Value-based care (VBC) is a health care delivery model that has grown increasingly common in recent years. Perhaps unsurprisingly, this growth seems to have attracted the attention of government enforcement agencies. In September 2024, the Department of Justice (DOJ) announced a large False Claims Act (FCA) settlement with a VBC primary care practice. In December 2024, the Office of Inspector General for the Department of Health and Human Services (OIG) issued a Special Fraud Alert addressing enforcement efforts implicating certain VBC business arrangements. VBC stakeholders should take note of these developments and the government’s apparent focus on patient recruitment and referral arrangements. As health care delivery models continue to shift from traditional fee-for-service to VBC, we expect this emerging enforcement trend will continue in 2025 and beyond.

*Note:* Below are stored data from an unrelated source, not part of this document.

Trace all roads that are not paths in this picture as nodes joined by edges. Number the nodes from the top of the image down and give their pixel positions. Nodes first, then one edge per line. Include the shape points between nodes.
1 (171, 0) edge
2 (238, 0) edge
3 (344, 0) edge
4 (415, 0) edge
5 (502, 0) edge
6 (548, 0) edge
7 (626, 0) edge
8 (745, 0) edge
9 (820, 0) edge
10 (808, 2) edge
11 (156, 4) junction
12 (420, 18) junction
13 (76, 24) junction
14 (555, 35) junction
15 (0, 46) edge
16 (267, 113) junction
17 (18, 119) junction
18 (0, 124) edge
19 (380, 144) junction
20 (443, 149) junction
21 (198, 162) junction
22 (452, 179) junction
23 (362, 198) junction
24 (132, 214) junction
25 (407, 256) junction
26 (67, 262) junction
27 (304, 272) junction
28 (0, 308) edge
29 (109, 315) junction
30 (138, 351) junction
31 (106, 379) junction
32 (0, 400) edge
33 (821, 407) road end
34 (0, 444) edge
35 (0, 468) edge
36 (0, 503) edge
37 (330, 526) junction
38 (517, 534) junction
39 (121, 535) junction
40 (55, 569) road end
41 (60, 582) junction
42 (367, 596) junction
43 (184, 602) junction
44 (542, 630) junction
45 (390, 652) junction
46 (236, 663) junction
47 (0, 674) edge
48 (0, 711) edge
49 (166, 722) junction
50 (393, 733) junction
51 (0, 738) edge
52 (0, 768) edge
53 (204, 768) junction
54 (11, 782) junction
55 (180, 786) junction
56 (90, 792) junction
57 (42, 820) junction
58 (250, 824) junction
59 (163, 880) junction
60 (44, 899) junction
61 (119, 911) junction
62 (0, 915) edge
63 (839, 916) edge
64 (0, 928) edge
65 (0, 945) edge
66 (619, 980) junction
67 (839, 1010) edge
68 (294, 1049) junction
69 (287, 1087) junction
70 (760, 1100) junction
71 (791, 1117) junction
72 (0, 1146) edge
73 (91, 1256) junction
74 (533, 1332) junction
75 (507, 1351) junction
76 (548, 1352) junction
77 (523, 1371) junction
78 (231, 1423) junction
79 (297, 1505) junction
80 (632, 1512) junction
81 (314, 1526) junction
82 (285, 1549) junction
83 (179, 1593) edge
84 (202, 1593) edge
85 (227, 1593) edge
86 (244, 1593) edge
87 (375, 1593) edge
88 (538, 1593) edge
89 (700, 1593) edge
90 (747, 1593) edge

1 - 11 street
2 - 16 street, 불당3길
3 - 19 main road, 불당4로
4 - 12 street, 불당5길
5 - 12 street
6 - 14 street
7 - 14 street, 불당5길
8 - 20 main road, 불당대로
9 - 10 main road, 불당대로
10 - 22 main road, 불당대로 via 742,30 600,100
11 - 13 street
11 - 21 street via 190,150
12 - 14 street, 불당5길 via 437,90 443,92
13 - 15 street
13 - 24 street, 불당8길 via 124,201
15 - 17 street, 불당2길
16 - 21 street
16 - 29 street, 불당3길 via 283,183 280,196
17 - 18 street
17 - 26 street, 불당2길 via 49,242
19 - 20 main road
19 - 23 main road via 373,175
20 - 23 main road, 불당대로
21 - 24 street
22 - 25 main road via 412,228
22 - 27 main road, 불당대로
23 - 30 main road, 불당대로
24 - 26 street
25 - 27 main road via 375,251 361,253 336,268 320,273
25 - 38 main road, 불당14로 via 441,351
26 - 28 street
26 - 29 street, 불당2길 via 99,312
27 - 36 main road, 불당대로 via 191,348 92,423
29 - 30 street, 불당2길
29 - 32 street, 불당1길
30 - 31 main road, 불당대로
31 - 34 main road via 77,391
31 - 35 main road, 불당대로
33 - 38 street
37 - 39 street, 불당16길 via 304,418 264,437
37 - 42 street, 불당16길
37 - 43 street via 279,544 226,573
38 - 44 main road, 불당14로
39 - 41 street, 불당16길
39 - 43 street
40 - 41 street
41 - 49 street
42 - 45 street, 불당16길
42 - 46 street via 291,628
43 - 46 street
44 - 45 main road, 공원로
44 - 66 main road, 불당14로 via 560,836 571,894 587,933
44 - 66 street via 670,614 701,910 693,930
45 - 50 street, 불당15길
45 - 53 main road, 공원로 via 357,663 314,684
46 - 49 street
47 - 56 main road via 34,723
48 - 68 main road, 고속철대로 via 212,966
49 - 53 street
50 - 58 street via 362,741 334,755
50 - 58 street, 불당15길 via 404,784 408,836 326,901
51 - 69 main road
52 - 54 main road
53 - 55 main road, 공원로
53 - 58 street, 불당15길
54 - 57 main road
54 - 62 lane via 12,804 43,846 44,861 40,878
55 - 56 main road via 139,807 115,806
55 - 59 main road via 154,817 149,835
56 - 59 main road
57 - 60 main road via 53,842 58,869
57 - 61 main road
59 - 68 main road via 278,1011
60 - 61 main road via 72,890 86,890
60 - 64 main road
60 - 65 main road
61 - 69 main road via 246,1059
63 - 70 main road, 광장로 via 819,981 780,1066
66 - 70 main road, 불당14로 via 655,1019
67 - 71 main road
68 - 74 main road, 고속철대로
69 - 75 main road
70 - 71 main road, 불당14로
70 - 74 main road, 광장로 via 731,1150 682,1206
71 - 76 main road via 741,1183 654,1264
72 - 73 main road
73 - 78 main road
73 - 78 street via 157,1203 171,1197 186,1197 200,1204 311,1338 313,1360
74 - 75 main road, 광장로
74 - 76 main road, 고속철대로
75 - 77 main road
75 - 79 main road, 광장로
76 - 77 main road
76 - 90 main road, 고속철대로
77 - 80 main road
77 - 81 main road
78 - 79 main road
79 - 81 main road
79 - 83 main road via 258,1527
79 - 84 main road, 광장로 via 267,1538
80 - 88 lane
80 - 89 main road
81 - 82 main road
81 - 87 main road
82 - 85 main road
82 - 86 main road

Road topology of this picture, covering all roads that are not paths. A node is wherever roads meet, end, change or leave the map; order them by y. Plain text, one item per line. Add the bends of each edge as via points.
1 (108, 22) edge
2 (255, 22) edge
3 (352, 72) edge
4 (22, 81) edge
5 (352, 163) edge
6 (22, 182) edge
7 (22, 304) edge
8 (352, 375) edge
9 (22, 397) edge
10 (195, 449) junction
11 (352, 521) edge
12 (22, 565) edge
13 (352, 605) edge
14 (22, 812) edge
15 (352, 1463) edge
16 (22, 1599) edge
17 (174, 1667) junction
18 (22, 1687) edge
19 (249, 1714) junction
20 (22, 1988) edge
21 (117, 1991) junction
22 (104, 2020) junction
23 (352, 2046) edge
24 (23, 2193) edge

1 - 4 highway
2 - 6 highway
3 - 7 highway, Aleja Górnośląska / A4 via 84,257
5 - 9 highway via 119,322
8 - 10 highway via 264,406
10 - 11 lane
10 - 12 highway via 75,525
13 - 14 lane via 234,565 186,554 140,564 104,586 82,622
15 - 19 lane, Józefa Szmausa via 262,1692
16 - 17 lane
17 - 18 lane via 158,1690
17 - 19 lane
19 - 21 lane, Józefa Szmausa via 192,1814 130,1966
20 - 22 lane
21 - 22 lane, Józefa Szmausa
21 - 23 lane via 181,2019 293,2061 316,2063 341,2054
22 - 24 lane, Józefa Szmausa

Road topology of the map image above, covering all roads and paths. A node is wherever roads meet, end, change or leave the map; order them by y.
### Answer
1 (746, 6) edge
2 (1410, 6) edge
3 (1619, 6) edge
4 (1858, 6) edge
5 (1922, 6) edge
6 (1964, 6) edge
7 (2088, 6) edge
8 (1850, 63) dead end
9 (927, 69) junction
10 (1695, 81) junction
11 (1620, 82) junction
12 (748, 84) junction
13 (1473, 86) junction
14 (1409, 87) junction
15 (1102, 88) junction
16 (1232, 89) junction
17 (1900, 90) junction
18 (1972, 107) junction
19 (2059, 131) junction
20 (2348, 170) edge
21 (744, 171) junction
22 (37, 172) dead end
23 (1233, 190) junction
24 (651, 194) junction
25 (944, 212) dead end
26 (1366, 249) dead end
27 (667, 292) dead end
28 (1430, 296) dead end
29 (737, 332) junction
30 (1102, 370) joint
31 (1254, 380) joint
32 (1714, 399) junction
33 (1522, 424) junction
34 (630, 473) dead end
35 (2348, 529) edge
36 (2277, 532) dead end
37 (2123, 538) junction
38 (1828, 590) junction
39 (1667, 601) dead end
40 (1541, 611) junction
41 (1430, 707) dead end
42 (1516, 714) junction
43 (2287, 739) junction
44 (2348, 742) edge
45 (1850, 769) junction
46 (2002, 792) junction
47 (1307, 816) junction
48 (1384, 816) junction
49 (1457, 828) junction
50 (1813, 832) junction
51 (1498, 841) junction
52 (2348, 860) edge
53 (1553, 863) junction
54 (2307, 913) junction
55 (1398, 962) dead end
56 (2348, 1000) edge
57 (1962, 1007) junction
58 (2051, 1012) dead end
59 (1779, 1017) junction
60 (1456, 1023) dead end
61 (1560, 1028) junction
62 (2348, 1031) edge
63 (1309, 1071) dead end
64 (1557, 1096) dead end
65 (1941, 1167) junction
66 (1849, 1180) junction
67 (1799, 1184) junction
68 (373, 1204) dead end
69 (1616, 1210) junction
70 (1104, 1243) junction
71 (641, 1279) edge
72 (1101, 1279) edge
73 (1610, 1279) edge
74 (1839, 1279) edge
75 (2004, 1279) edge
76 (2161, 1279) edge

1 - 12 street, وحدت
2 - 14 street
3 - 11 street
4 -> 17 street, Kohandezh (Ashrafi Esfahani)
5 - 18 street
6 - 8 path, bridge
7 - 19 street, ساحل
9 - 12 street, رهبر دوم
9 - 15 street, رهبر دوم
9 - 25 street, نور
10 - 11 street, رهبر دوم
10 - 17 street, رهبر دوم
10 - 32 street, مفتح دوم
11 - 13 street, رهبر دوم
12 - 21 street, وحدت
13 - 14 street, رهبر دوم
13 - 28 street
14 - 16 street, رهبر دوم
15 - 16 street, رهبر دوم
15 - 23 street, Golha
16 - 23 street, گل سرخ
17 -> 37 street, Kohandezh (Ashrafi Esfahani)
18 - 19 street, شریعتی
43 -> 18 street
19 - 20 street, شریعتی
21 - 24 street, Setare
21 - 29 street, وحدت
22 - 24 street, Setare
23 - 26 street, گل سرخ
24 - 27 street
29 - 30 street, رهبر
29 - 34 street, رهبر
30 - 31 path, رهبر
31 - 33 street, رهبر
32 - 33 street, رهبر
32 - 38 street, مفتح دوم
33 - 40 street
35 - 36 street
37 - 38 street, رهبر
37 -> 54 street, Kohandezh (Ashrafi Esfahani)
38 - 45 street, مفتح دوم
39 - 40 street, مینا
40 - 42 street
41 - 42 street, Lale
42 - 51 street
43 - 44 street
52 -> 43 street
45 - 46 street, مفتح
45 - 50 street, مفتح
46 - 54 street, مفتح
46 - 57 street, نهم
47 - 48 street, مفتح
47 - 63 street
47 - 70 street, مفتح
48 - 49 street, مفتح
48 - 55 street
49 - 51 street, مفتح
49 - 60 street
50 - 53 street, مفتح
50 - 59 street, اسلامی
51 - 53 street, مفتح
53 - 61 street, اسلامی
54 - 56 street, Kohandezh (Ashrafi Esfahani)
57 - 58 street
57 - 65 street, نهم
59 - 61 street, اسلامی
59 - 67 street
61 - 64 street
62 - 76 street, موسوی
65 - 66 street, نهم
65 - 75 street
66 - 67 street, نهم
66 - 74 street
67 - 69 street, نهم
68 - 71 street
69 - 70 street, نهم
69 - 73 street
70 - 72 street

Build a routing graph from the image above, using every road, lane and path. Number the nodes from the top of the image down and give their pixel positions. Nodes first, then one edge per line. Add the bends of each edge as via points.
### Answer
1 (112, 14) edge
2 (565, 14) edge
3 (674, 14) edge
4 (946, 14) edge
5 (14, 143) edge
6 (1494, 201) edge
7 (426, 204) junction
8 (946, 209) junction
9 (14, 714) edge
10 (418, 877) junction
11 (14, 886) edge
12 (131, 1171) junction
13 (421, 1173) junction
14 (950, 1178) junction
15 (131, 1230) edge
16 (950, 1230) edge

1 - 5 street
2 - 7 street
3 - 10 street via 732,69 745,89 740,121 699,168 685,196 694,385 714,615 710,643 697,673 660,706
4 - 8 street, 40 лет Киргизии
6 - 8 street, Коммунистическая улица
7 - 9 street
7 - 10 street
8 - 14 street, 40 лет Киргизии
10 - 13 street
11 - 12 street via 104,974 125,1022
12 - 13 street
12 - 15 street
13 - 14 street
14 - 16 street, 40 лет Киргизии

As Adoption of VBC Arrangements Grew in 2024, So Too Did Enforcement Efforts
Generally speaking, VBC is a payment and health care delivery model through which payors offer health care providers and suppliers financial incentives to meet performance measures intended to improve the quality of care and reduce costs. While VBC arrangements can be extraordinarily complex, the VBC model is best understood in contrast to what it is not: a traditional fee-for-service model. In the fee-for-service context, the payor reimburses the provider for each service delivered. By contrast, under a VBC arrangement, the provider’s compensation typically is based on shared savings, achievement of certain quality metrics, a per-patient payment, or a combination of factors intended to incentivize better patient outcomes and high-quality, cost-effective patient care. Examples of providers and payors that have adopted VBC models include primary care practices and accountable care organizations, as well as Medicare Advantage Organizations (MAOs) and Managed Care Organizations.